What lines in the records below hold the string "AVENUE"? Please show them.

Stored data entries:
•••••
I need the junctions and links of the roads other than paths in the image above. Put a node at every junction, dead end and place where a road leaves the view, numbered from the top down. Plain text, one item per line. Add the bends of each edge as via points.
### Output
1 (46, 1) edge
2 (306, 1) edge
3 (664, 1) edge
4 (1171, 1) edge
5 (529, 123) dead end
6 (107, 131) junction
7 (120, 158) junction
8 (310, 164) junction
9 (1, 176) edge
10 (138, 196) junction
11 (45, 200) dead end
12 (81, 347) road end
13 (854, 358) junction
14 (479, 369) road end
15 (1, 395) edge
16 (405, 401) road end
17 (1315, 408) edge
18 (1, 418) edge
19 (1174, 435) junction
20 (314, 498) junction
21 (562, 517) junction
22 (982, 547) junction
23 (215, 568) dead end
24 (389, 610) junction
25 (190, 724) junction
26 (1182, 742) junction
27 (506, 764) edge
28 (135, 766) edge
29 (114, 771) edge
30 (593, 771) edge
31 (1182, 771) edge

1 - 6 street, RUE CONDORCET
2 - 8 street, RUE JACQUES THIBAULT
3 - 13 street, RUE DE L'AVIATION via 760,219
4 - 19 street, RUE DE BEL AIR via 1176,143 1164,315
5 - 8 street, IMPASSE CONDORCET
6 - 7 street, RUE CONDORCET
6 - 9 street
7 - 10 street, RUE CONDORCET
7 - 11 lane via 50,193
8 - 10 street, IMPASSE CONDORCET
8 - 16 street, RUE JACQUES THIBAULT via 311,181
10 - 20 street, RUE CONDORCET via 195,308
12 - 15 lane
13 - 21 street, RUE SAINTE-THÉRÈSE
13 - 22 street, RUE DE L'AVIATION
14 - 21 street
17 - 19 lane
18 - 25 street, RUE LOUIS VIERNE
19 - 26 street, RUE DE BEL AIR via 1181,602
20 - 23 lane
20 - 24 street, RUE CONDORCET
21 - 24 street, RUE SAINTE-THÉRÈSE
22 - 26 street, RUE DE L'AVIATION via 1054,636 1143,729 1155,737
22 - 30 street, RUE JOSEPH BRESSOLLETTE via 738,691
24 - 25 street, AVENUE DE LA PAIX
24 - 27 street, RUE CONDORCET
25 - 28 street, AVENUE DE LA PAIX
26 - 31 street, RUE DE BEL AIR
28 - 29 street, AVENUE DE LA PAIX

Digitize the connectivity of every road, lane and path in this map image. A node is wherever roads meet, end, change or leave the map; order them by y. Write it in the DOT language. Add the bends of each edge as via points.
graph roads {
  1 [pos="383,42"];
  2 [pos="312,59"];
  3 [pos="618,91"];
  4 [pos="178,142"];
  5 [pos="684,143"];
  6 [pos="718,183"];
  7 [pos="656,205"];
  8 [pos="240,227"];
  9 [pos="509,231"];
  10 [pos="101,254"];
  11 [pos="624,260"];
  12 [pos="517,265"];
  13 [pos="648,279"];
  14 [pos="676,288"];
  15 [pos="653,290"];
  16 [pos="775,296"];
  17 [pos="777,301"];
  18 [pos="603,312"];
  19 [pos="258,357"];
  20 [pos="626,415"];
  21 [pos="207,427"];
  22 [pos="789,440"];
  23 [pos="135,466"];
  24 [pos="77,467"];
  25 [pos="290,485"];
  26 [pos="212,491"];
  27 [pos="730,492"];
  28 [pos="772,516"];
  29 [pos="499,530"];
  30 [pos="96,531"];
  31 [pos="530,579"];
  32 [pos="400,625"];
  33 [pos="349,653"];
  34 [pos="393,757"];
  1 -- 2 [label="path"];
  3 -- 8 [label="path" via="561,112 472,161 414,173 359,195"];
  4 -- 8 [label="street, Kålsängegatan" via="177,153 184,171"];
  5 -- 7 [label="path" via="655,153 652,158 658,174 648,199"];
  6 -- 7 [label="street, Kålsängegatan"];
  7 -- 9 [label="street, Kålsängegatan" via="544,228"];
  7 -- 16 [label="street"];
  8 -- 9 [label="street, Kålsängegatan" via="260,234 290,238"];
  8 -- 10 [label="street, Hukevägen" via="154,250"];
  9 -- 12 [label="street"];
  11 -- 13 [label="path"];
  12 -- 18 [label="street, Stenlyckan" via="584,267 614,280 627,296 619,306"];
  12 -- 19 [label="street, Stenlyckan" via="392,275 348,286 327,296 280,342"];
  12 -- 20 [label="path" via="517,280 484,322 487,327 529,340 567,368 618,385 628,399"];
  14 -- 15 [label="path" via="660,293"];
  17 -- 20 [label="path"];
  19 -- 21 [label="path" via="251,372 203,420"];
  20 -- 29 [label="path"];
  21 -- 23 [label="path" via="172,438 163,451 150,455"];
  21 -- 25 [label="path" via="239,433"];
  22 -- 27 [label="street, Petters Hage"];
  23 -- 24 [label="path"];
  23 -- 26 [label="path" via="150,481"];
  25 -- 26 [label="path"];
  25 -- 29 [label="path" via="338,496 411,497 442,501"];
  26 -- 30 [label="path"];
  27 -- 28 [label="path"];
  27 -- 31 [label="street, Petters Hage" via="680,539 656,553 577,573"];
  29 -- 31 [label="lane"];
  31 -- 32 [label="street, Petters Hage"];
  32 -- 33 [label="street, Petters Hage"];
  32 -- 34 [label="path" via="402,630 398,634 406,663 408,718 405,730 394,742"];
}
•••••
Your solution:
24 - 25 street, AVENUE DE LA PAIX
25 - 28 street, AVENUE DE LA PAIX
28 - 29 street, AVENUE DE LA PAIX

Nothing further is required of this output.